Certas obrigações básicas previstas de forma expressa na Lei de Acesso à Informação (LAI) são descumpridas pelos tribunais brasileiros. Um levantamento feito pela revista eletrônica Consultor Jurídico nos 27 Tribunais de Justiça, nos seis Tribunais Regionais Federais, no Superior Tribunal de Justiça e no Supremo Tribunal Federal mostrou que um quarto deles não seguem os prazos da LAI e 77% não possibilitam recursos.

Conforme diz o artigo 11 da LAI, um pedido de informação deve ser respondido pelo órgão público em, no máximo, 30 dias. Já o artigo 15 prevê que o cidadão tem o direito de “interpor recurso”, cujo prazo para nova resposta é de cinco dias.

Mesmo assim, entre os 35 tribunais testados pela reportagem, nove deles (25,7% do total) não responderam dentro do prazo de 30 dias. Já a possibilidade de recurso é ignorada por 27 cortes (77,1%) — o que inclui tanto as que seguem os prazos quanto as que os descumpriram.

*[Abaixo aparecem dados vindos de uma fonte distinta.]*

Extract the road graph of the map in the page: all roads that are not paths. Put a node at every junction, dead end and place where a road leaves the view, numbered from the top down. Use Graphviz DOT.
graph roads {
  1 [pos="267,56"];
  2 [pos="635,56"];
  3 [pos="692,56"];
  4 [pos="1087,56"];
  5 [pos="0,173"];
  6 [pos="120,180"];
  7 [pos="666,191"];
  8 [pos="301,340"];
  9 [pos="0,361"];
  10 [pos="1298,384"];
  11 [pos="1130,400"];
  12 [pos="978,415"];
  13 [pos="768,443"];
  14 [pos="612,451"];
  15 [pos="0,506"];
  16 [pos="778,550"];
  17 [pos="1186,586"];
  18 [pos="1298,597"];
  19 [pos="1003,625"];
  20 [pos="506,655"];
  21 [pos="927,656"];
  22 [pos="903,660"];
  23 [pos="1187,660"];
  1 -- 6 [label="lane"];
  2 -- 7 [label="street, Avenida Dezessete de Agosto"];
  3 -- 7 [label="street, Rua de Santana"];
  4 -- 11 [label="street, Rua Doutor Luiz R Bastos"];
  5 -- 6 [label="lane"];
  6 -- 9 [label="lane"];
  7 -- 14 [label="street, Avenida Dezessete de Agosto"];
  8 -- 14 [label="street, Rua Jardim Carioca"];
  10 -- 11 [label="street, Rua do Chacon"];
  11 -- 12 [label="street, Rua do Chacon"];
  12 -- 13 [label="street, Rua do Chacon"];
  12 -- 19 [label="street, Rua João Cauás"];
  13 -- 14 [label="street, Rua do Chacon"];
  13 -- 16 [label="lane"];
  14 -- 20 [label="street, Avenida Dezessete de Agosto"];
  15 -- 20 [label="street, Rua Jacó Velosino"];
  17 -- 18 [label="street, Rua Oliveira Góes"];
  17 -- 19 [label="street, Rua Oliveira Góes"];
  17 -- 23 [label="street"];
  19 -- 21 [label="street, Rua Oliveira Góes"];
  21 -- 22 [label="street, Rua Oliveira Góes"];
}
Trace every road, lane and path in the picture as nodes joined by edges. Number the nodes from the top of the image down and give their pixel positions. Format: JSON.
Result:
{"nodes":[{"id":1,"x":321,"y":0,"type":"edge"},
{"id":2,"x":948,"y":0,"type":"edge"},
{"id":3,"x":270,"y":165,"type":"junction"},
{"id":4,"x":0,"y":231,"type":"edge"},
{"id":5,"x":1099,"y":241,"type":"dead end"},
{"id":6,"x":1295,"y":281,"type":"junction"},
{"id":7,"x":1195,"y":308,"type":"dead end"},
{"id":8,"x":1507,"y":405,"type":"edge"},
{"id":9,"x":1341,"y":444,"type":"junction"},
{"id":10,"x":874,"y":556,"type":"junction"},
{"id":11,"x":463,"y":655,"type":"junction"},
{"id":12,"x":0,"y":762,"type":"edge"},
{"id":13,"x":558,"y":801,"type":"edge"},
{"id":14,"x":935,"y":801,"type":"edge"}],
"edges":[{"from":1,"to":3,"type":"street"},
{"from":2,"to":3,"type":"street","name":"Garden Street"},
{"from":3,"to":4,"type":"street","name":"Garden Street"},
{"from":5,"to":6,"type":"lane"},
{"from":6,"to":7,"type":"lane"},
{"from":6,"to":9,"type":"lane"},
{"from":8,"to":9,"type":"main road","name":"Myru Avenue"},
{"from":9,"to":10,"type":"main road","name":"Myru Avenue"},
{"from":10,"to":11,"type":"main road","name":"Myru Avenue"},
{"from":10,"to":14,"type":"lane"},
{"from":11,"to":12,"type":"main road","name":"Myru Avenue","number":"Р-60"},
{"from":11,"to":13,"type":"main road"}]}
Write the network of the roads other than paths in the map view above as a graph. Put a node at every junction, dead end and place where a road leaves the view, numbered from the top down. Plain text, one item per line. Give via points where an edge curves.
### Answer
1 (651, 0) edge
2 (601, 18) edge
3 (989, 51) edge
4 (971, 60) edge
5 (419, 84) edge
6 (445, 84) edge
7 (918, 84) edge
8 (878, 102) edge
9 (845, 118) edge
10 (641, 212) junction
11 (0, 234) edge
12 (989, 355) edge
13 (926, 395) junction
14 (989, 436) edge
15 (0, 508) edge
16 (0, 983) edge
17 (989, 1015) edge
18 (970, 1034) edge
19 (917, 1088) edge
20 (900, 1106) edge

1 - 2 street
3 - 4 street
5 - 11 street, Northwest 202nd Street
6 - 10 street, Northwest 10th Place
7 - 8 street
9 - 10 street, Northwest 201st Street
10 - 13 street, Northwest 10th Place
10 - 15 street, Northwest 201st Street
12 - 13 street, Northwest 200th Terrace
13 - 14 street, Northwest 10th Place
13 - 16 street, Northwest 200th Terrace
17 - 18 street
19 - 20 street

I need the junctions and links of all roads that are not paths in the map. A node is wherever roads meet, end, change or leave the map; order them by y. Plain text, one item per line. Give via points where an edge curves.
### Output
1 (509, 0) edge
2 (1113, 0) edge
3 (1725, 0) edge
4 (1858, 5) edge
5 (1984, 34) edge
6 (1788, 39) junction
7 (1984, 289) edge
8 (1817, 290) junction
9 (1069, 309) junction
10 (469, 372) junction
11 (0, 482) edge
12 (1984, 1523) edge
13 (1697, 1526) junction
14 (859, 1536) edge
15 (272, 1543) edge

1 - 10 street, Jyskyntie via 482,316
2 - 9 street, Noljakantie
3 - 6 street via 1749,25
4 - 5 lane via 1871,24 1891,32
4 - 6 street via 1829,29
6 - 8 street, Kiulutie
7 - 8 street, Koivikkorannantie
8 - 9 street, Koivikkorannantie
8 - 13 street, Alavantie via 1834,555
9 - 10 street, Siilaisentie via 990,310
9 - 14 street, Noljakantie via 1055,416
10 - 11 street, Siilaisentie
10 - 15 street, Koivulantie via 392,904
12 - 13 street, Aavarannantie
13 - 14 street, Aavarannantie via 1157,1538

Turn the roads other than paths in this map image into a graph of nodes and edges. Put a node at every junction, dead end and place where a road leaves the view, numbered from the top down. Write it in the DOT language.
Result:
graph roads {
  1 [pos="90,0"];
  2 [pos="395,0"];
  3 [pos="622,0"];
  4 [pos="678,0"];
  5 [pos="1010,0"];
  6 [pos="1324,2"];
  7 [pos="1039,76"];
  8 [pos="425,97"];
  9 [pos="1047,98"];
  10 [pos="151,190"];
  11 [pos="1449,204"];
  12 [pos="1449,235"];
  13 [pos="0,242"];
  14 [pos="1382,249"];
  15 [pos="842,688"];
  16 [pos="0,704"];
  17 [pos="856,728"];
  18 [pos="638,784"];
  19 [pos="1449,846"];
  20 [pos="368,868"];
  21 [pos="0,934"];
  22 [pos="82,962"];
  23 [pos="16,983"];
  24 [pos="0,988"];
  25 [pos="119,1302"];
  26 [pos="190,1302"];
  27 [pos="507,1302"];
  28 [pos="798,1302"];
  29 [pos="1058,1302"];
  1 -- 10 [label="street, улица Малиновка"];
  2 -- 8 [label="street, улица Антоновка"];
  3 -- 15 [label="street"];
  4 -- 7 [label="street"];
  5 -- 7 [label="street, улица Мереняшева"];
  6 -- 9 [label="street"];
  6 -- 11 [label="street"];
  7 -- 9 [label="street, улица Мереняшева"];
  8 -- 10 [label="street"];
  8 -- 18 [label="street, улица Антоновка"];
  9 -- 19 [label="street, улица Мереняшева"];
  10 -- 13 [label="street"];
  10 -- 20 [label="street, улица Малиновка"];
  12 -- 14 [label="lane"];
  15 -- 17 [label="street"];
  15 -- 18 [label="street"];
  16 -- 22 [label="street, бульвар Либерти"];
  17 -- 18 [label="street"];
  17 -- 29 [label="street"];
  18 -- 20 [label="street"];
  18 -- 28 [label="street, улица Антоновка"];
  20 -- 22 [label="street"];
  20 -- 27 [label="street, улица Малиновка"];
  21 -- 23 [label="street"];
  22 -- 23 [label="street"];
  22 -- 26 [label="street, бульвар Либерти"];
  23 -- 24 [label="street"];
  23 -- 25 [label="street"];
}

Para chegar a essas conclusões, a ConJur fez pedidos via LAI por meio dos sistemas eletrônicos de informações ao cidadão (e-SICs) dos 35 tribunais. As manifestações foram disparadas entre o fim de maio e o início de junho.

Os dados solicitados foram: o número de julgamentos virtuais feitos no tribunal entre 2020 e 2023; a especificação do total a cada ano; e alguns esclarecimentos sobre o modelo adotado e a possibilidade ou não de sustentação oral dos advogados.

Prazo ignorado

Os nove tribunais que não responderam os pedidos dentro do prazo de 30 dias foram: TJ-AC, TJ-CE, TJ-PA, TJ-PR, TJ-PE, TJ-RO, TJ-RR, TJ-SP e TJ-TO.

Até o momento da publicação desta reportagem, três dessas nove cortes chegaram a enviar uma resposta, mas somente após o fim do prazo estipulado pela LAI. As outras seis sequer se manifestaram.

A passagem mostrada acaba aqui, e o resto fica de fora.